= EXERCISE DETAILS =
Could you please transcribe the data exactly, without the pictures?

Collected data:
__________
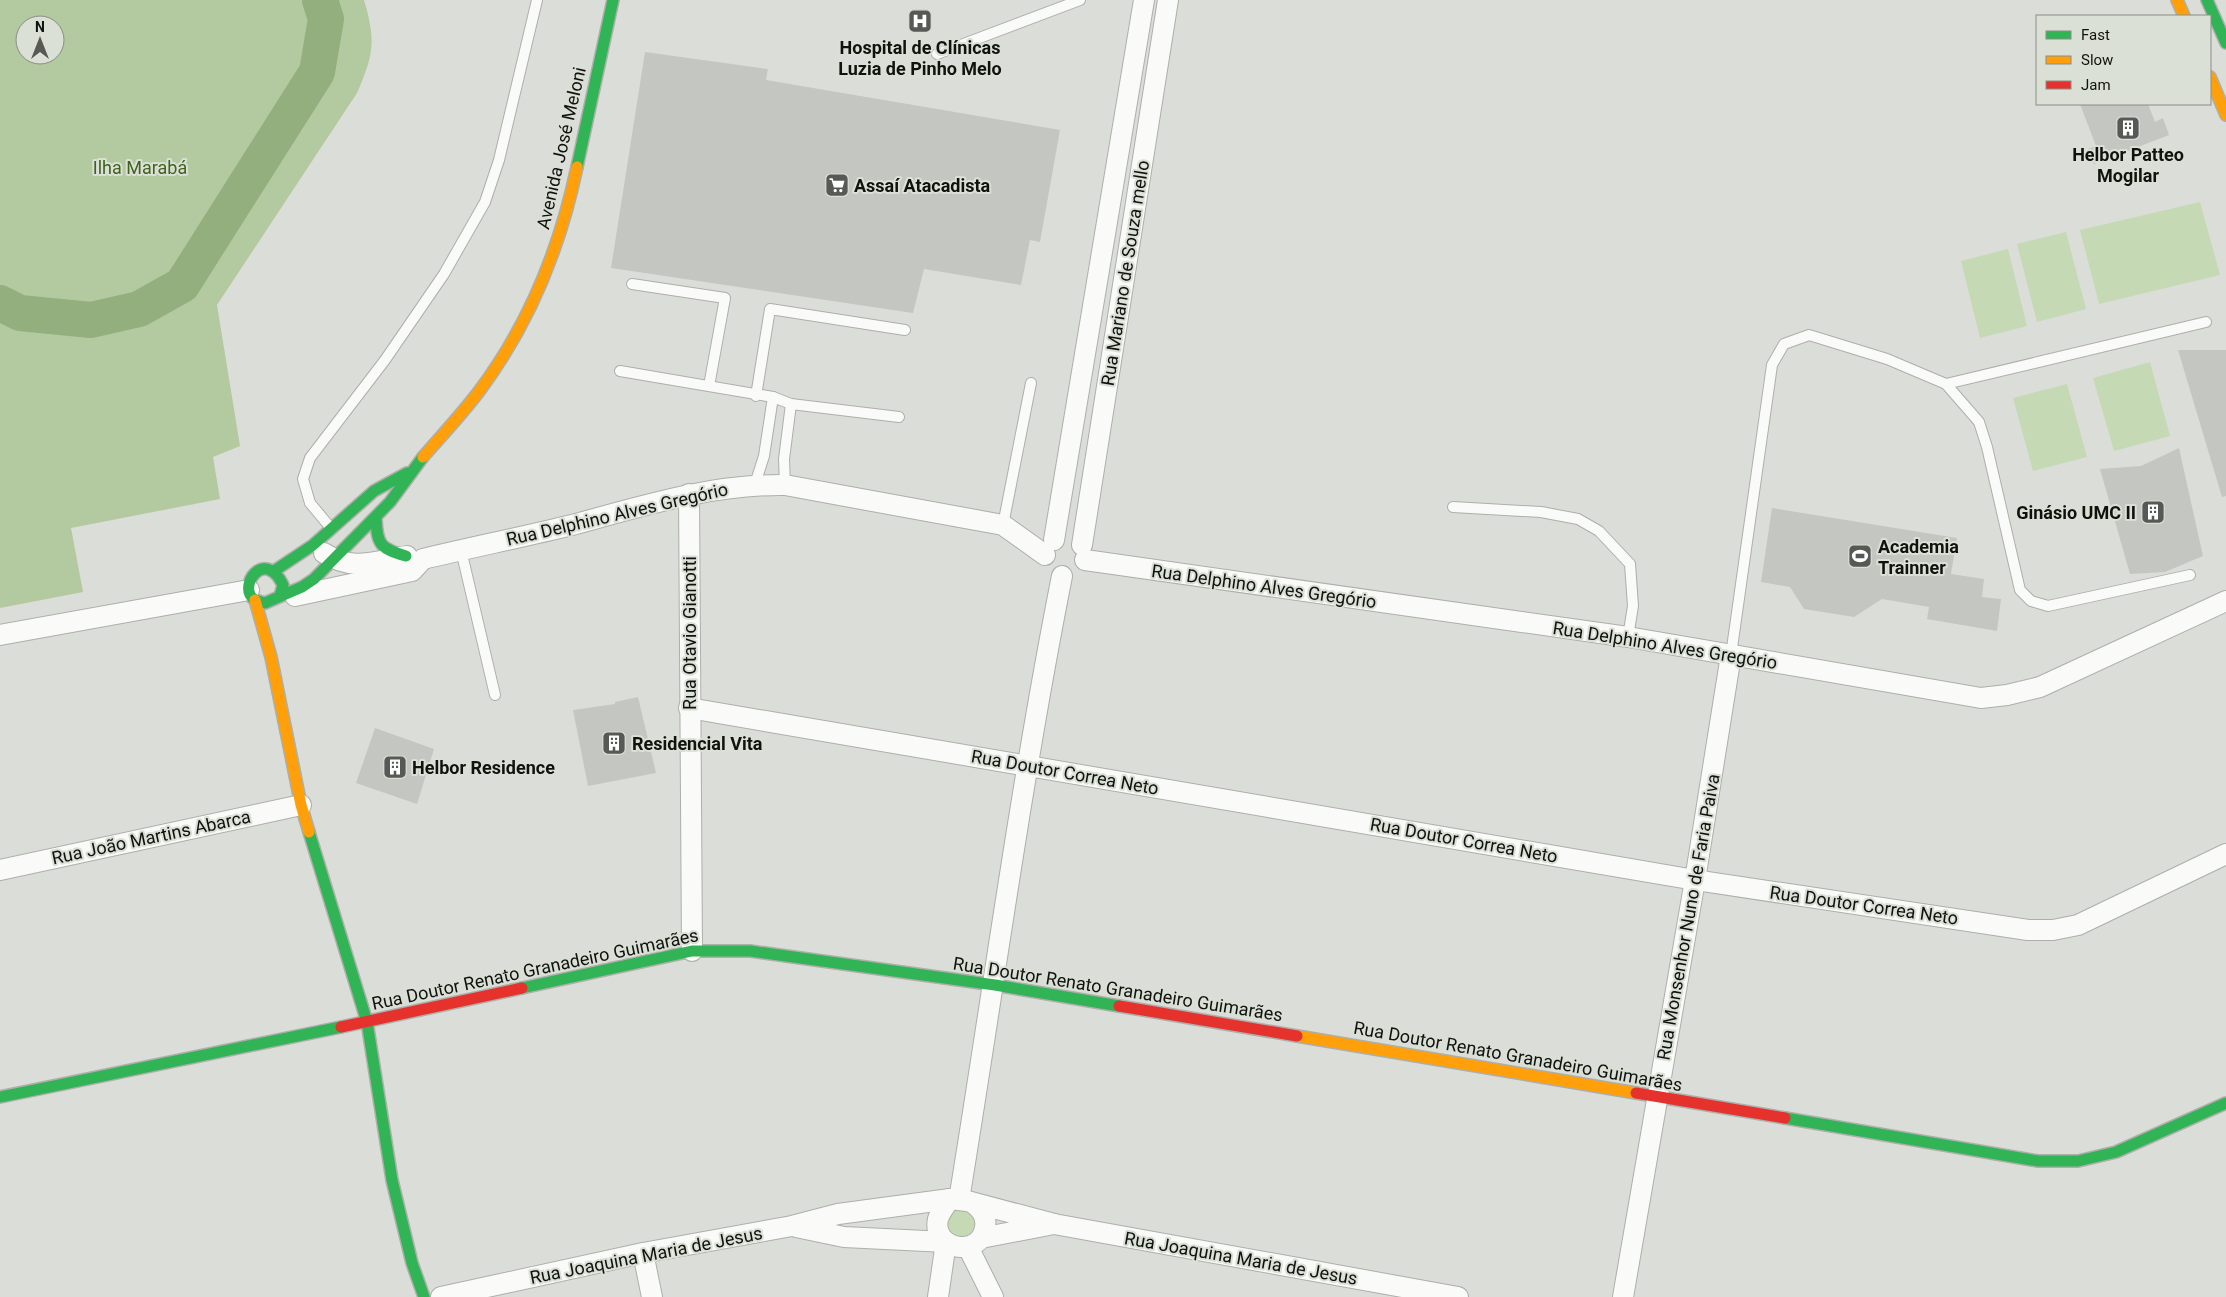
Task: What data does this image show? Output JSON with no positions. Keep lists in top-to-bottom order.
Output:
{
  "streets": {
    "street": [
      "Avenida José Meloni",
      "Rua Mariano de Souza mello",
      "Rua Delphino Alves Gregório",
      "Rua Otavio Gianotti",
      "Rua Doutor Correa Neto",
      "Rua João Martins Abarca",
      "Rua Monsenhor Nuno de Faria Paiva",
      "Rua Doutor Renato Granadeiro Guimarães",
      "Rua Joaquina Maria de Jesus"
    ]
  },
  "crossings": [
    ["Rua Mariano de Souza mello", "Rua Delphino Alves Gregório"],
    ["Rua Delphino Alves Gregório", "Rua Otavio Gianotti"],
    ["Rua Delphino Alves Gregório", "Rua Monsenhor Nuno de Faria Paiva"],
    ["Rua Otavio Gianotti", "Rua Doutor Correa Neto"],
    ["Rua Otavio Gianotti", "Rua Doutor Renato Granadeiro Guimarães"],
    ["Rua Doutor Correa Neto", "Rua Monsenhor Nuno de Faria Paiva"],
    ["Rua Monsenhor Nuno de Faria Paiva", "Rua Doutor Renato Granadeiro Guimarães"]
  ],
  "parks": ["Ilha Marabá"],
  "places": {
    "hospital": ["Hospital de Clínicas Luzia de Pinho Melo"],
    "building": [
      "Helbor Patteo Mogilar",
      "Ginásio UMC II",
      "Residencial Vita",
      "Helbor Residence"
    ],
    "supermarket": ["Assaí Atacadista"],
    "sports": ["Academia Trainner"]
  },
  "legend": ["Fast", "Slow", "Jam"],
  "north": "top"
}
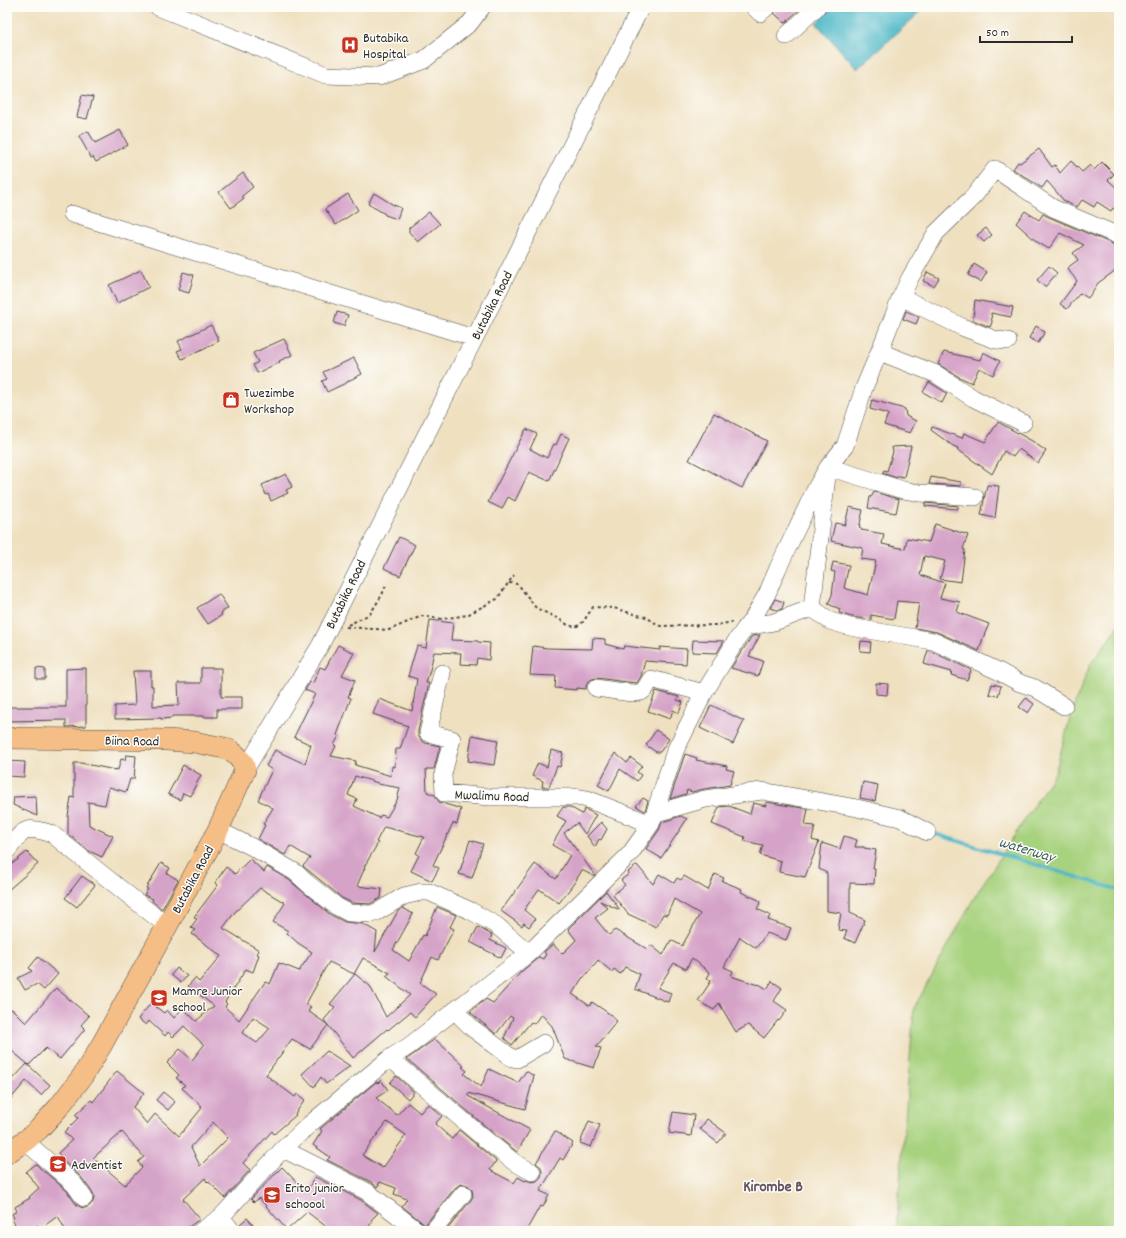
__________
= RESPONSE TO THIS TASK =
Task: What data does this image show? Output JSON with no positions. Keep lists in top-to-bottom order.
Output:
{
  "streets": {
    "street": [
      "Avenida José Meloni",
      "Rua Mariano de Souza mello",
      "Rua Delphino Alves Gregório",
      "Rua Otavio Gianotti",
      "Rua Doutor Correa Neto",
      "Rua João Martins Abarca",
      "Rua Monsenhor Nuno de Faria Paiva",
      "Rua Doutor Renato Granadeiro Guimarães",
      "Rua Joaquina Maria de Jesus"
    ]
  },
  "crossings": [
    ["Rua Mariano de Souza mello", "Rua Delphino Alves Gregório"],
    ["Rua Delphino Alves Gregório", "Rua Otavio Gianotti"],
    ["Rua Delphino Alves Gregório", "Rua Monsenhor Nuno de Faria Paiva"],
    ["Rua Otavio Gianotti", "Rua Doutor Correa Neto"],
    ["Rua Otavio Gianotti", "Rua Doutor Renato Granadeiro Guimarães"],
    ["Rua Doutor Correa Neto", "Rua Monsenhor Nuno de Faria Paiva"],
    ["Rua Monsenhor Nuno de Faria Paiva", "Rua Doutor Renato Granadeiro Guimarães"]
  ],
  "parks": ["Ilha Marabá"],
  "places": {
    "hospital": ["Hospital de Clínicas Luzia de Pinho Melo"],
    "building": [
      "Helbor Patteo Mogilar",
      "Ginásio UMC II",
      "Residencial Vita",
      "Helbor Residence"
    ],
    "supermarket": ["Assaí Atacadista"],
    "sports": ["Academia Trainner"]
  },
  "legend": ["Fast", "Slow", "Jam"],
  "north": "top"
}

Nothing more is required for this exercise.